L'abate benedettino Nicodemus Schnabel in Terra Santa: "Non sono né per Israele né per la Palestina. Sono a favore dell'umanità".

Sei mesi dopo il devastante attacco di Hamas e l'inizio dell'offensiva israeliana a Gaza, l'abate Nicodemo ha sottolineato l'urgenza di guardare al conflitto da una prospettiva umanitaria. Il suo messaggio trascende i confini religiosi e politici.

Alla luce del conflitto israelo-palestinese in corso, Nicodemus Schnabel, abate benedettino dell'Abbazia della Dormizione sul Monte Sion a Gerusalemme e del priorato di Tabgha sul Mar di Galilea, sottolinea l'importanza di un approccio cristiano a questo conflitto in un'intervista con l'organizzazione umanitaria cattolica «Aiuto alla Chiesa che Soffre (ACN)». "La gente muore mentre il mondo guarda come se si trattasse di una semplice bandiera che sventola per una squadra o per l'altra. Ma questa è una realtà straziante", dice l'abate, "non è una partita di calcio. Non si tratta di chi conquista punti, di chi ha le storie più impressionanti e le foto migliori", lamenta.

La triste verità, come sottolinea l'abate Nicodemo, è che molte persone si sono schierate senza comprendere la complessità del conflitto: "Viviamo in un'epoca di polarizzazione. Ci si aspetta che si prenda una posizione chiara e si facciano accuse, ma se lo si fa, si fa parte di questo gioco. La realtà è molto complicata, con numerose 'note a piè di pagina' e 'parentesi, quadre e non'". Per questo l'abate della Basilica della Dormizione sottolinea con fermezza: "Non sono né per Israele né per la Palestina. Sono a favore dell'umanità. Questa è la mia posizione teologica". Nell'intervista, spiega la convinzione condivisa da cristiani, ebrei e musulmani che ogni essere umano è creato a immagine di Dio e quindi merita dignità e rispetto, indipendentemente dalla sua nazionalità o religione.

I cristiani soffrono tra due campi polarizzati

Il monaco benedettino evidenzia la pericolosa narrazione di entrambe le parti e ne sottolinea le tragiche conseguenze: "Non li chiamano esseri umani. Dicono: 'Non sono esseri umani, sono mostri, bestie travestite da esseri umani'", spiega ad «Aiuto alla Chiesa che Soffre (ACN)». "C'è una pericolosa tendenza a disumanizzare l'altro. Si parla di 'neutralizzare' le persone. Non dicono 'uccidere'. Dicono 'vittime', riferendosi alle vittime come se fossero solo una statistica. Nascondono il fatto che si tratta di esseri umani che muoiono per mano di altri esseri umani".
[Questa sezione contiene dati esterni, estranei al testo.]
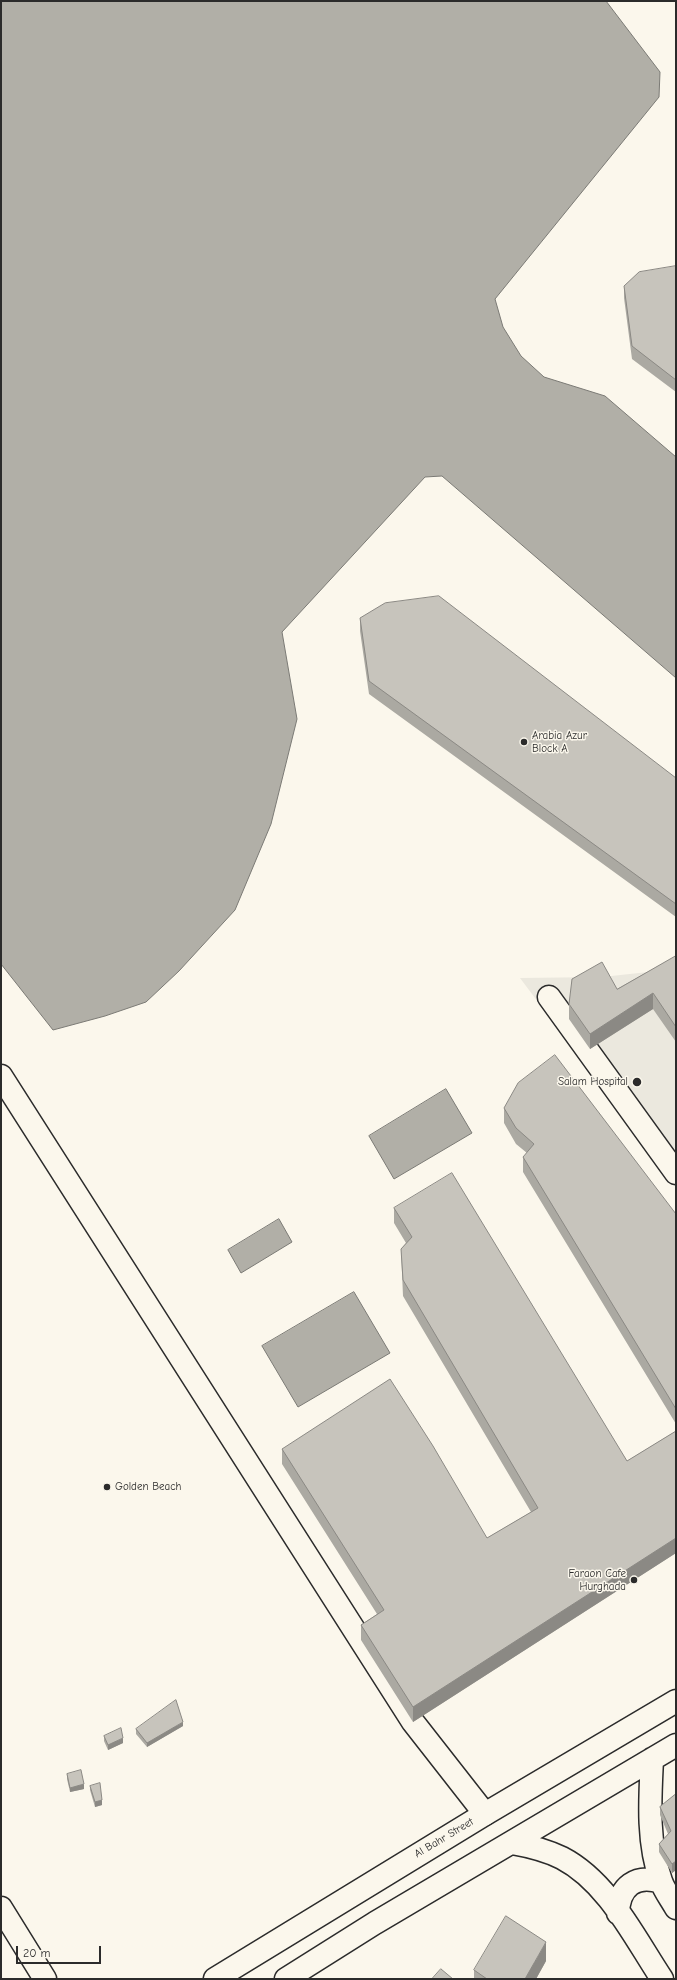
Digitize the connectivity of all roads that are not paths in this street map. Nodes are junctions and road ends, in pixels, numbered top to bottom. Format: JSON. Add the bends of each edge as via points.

L'abate benedettino sottolinea le sfide che i cristiani devono affrontare in questa regione, caratterizzata da decenni di divisione, violenza e conflitto politico tra israeliani e palestinesi. "Molti pensano che Israele sia sinonimo di ebraismo e di mondo occidentale, mentre i palestinesi sono sinonimo di islam e di mondo orientale; ma i cristiani, pur costituendo solo una piccola percentuale, stimata in meno del 2% della popolazione, di solito non riflettono questa immagine e soffrono delle divisioni che sono state esacerbate dalla guerra. In realtà, siamo vittime di entrambe le parti", spiega l'abate Nicodemo. E aggiunge: "Ho la sensazione che alcune persone pensino che senza i cristiani il caso sarebbe più semplice, perché allora si ha davvero questa meravigliosa rappresentazione in bianco e nero del conflitto, ma i cristiani sono da entrambe le parti e complicano la narrazione di una chiara divisione tra due forze opposte".
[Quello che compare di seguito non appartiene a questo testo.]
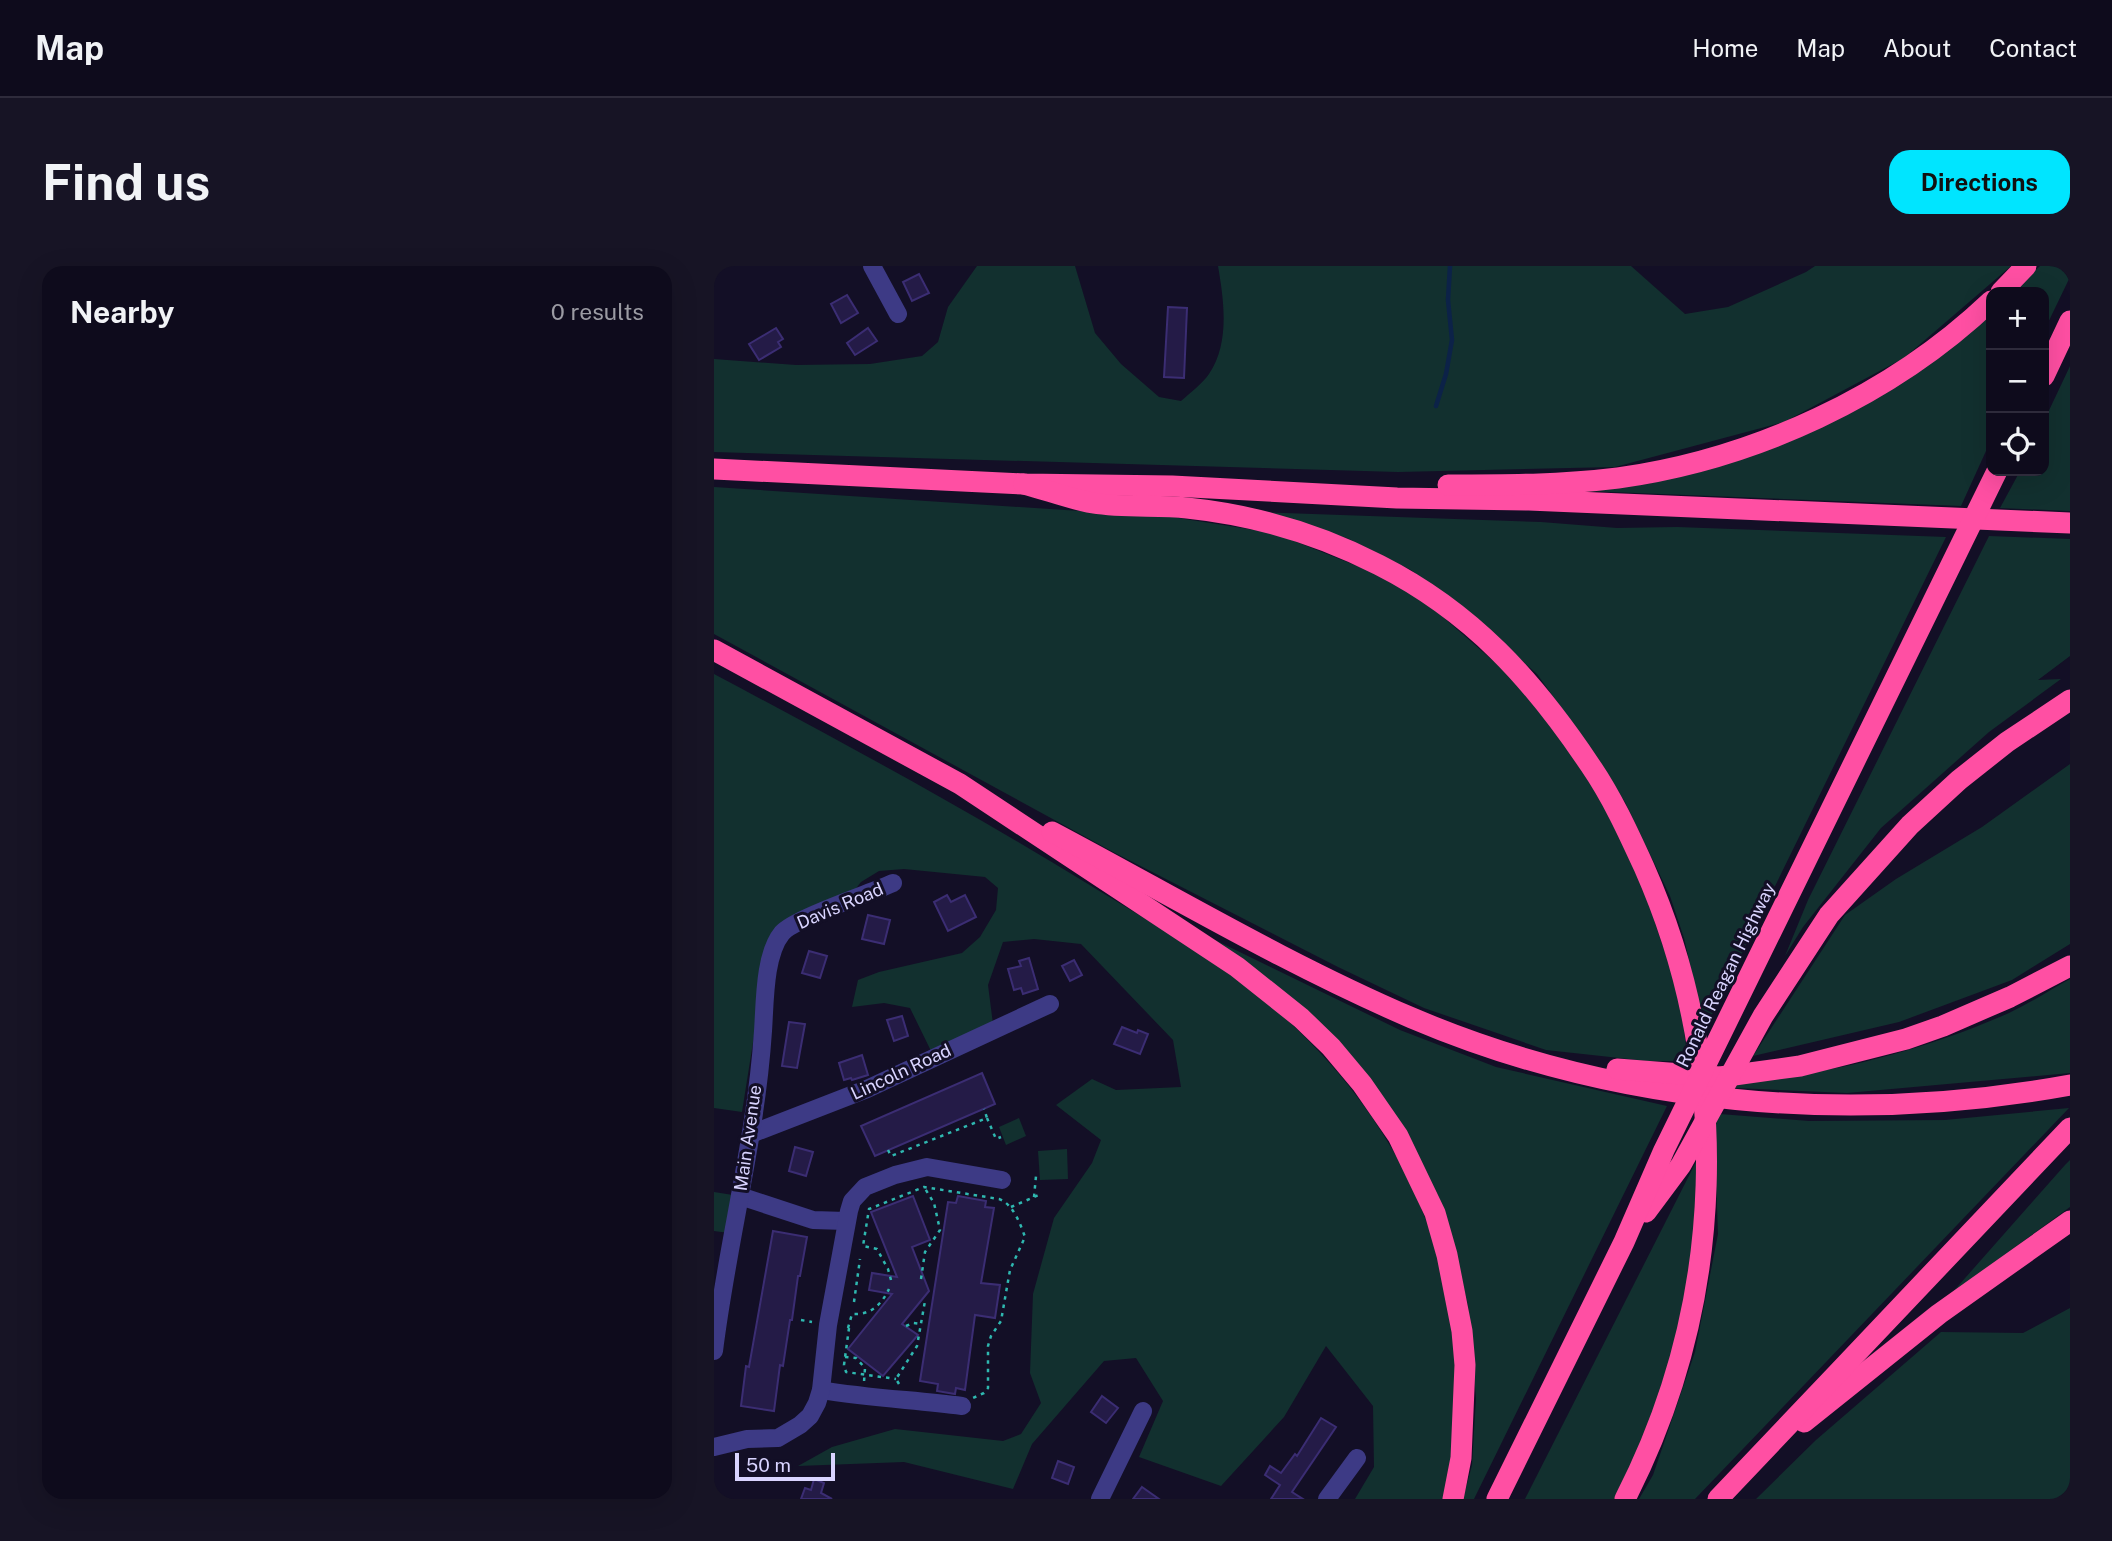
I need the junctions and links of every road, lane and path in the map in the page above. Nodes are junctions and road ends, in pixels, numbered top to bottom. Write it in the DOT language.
graph roads {
  1 [pos="872,266"];
  2 [pos="2026,266"];
  3 [pos="2006,287"];
  4 [pos="1986,305"];
  5 [pos="898,314"];
  6 [pos="2070,321"];
  7 [pos="2049,365"];
  8 [pos="714,469"];
  9 [pos="1995,476"];
  10 [pos="1024,484"];
  11 [pos="1357,496"];
  12 [pos="2070,523"];
  13 [pos="714,650"];
  14 [pos="2070,701"];
  15 [pos="960,784"];
  16 [pos="893,883"];
  17 [pos="787,929"];
  18 [pos="2070,966"];
  19 [pos="1050,1004"];
  20 [pos="1548,1064"];
  21 [pos="2070,1085"];
  22 [pos="984,1109"];
  23 [pos="987,1118"];
  24 [pos="2070,1128"];
  25 [pos="751,1134"];
  26 [pos="1001,1137"];
  27 [pos="888,1150"];
  28 [pos="1040,1176"];
  29 [pos="1002,1180"];
  30 [pos="924,1187"];
  31 [pos="1041,1194"];
  32 [pos="740,1196"];
  33 [pos="1034,1197"];
  34 [pos="1011,1207"];
  35 [pos="846,1221"];
  36 [pos="2070,1222"];
  37 [pos="1624,1242"];
  38 [pos="860,1259"];
  39 [pos="921,1279"];
  40 [pos="891,1280"];
  41 [pos="890,1289"];
  42 [pos="854,1301"];
  43 [pos="925,1301"];
  44 [pos="997,1303"];
  45 [pos="1004,1304"];
  46 [pos="801,1320"];
  47 [pos="812,1322"];
  48 [pos="921,1324"];
  49 [pos="838,1326"];
  50 [pos="906,1326"];
  51 [pos="849,1328"];
  52 [pos="714,1351"];
  53 [pos="845,1357"];
  54 [pos="865,1374"];
  55 [pos="897,1379"];
  56 [pos="901,1387"];
  57 [pos="821,1390"];
  58 [pos="861,1397"];
  59 [pos="964,1402"];
  60 [pos="1143,1411"];
  61 [pos="714,1447"];
  62 [pos="1763,1452"];
  63 [pos="1357,1458"];
  64 [pos="1100,1499"];
  65 [pos="1327,1499"];
  66 [pos="1453,1499"];
  67 [pos="1497,1499"];
  68 [pos="1625,1499"];
  69 [pos="1718,1499"];
  1 -- 5 [label="street"];
  2 -- 3 [label="highway"];
  4 -- 11 [label="highway"];
  6 -- 7 [label="highway"];
  8 -- 10 [label="highway"];
  9 -- 37 [label="highway, Ronald Reagan Highway"];
  10 -- 11 [label="highway"];
  10 -- 68 [label="highway"];
  11 -- 12 [label="highway"];
  13 -- 15 [label="highway"];
  14 -- 37 [label="highway"];
  15 -- 20 [label="highway"];
  15 -- 66 [label="highway"];
  16 -- 17 [label="street, Davis Road"];
  17 -- 25 [label="street, Main Avenue"];
  18 -- 20 [label="highway"];
  19 -- 25 [label="street, Lincoln Road"];
  20 -- 21 [label="highway"];
  22 -- 23 [label="path"];
  23 -- 26 [label="path"];
  23 -- 27 [label="path"];
  24 -- 62 [label="highway"];
  25 -- 32 [label="street, Main Avenue"];
  28 -- 33 [label="path"];
  29 -- 35 [label="street"];
  30 -- 34 [label="path"];
  30 -- 39 [label="path"];
  30 -- 40 [label="path"];
  31 -- 33 [label="path"];
  32 -- 35 [label="street"];
  32 -- 52 [label="street, Main Avenue"];
  33 -- 34 [label="path"];
  34 -- 45 [label="path"];
  35 -- 57 [label="street"];
  36 -- 62 [label="highway"];
  37 -- 67 [label="highway, Ronald Reagan Highway"];
  38 -- 42 [label="path"];
  41 -- 51 [label="path"];
  43 -- 48 [label="path"];
  44 -- 45 [label="path"];
  45 -- 59 [label="path"];
  46 -- 47 [label="path"];
  48 -- 50 [label="path"];
  48 -- 55 [label="path"];
  49 -- 51 [label="path"];
  51 -- 53 [label="path"];
  53 -- 54 [label="path"];
  53 -- 54 [label="path"];
  54 -- 55 [label="path"];
  54 -- 58 [label="path"];
  55 -- 56 [label="path"];
  57 -- 58 [label="street"];
  57 -- 61 [label="street"];
  58 -- 59 [label="street"];
  60 -- 64 [label="street"];
  62 -- 69 [label="highway"];
  63 -- 65 [label="street"];
}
Il messaggio cristiano del perdono

La comunità cristiana in Israele e Palestina, spesso ignorata ed emarginata sia all'interno che all'esterno del Paese, svolge tuttavia un ruolo molto importante secondo l'abate, in quanto è l'unico gruppo religioso che pone il messaggio di compassione e perdono al centro del suo annuncio. "Sentiamo il dolore e la sofferenza con le persone di questa e di quella parte. Abbiamo lacrime per entrambi". Il monaco benedettino invita quindi a cambiare prospettiva e sottolinea che ogni vita, anche quella di un peccatore o di un criminale, è creata a immagine di Dio. Questa convinzione comune alle tre religioni dovrebbe servire a ricordare la dignità e il valore intrinseco di ogni essere umano e a evitare che la guerra consideri le persone solo in termini di politica geostrategica o militare.

"Il mio punto di riferimento sono le Sacre Scritture, la Bibbia, in cui ho imparato dal mio Signore Gesù Cristo che dovrei pregare per le persone che mi odiano e anche pregare per i colpevoli. Dire questo oggi è uno scandalo, ma io prego per i terroristi e per tutti coloro che sono coinvolti in questo conflitto", dice l'abate Nicodemo.